Ayatollah Ali Khamenei used to only wear the chequered keffiyeh scarf on special, mainly military, occasions: visits to war fronts with Iraq in the 1980s or army ceremonies. But since 2000, Iran’s supreme leader, the highest authority in the country for more than 30 years, has rarely been seen in public without it draped over his shoulders.
His adoption of the symbol of Palestinian nationalism — chaffiyeh in Persian — was triggered, says a relative, by the surprise 1997 victory of the reformist president Mohammad Khatami who swept to power promising political development at home and detente with the west. The scarf has subsequently become an outward symbol of resistance in Iranian minds — a resolute defence of Islamic ideology at home and abroad covering everything from its nuclear programme to regional and military policies and relations with the west.

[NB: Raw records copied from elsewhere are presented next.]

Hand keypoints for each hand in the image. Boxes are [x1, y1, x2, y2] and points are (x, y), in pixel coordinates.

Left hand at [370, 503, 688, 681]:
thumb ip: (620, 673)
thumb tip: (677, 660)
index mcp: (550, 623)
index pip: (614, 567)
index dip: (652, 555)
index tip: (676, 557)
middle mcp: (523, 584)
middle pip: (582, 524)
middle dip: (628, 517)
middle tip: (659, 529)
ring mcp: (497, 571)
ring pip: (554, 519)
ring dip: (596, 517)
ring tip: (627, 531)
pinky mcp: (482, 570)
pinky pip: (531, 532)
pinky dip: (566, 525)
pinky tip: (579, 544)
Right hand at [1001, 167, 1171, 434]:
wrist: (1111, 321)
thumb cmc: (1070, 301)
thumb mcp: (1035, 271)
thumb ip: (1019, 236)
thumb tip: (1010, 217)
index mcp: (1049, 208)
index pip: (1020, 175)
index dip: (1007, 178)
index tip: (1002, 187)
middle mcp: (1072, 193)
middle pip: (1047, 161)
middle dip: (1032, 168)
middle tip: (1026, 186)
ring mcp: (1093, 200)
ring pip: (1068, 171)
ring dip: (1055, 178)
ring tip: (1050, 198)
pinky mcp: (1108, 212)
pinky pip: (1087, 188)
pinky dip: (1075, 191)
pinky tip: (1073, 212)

Given the strain that Tehran has been under for the past three years, Ayatollah Khamenei could have been forgiven for wearing two keffiyeh at once. The country has weathered the most extensive sanctions in its history — costing the economy at least $200bn according to officials and hurting ordinary Iranians — as well as constant rhetoric around US military strikes.
But the regime — at least its hardline elements — have in many ways been emboldened by surviving the “maximum pressure” policy of Donald Trump’s administration without the system collapsing and millions of protesters pouring on to the streets in mass demonstrations.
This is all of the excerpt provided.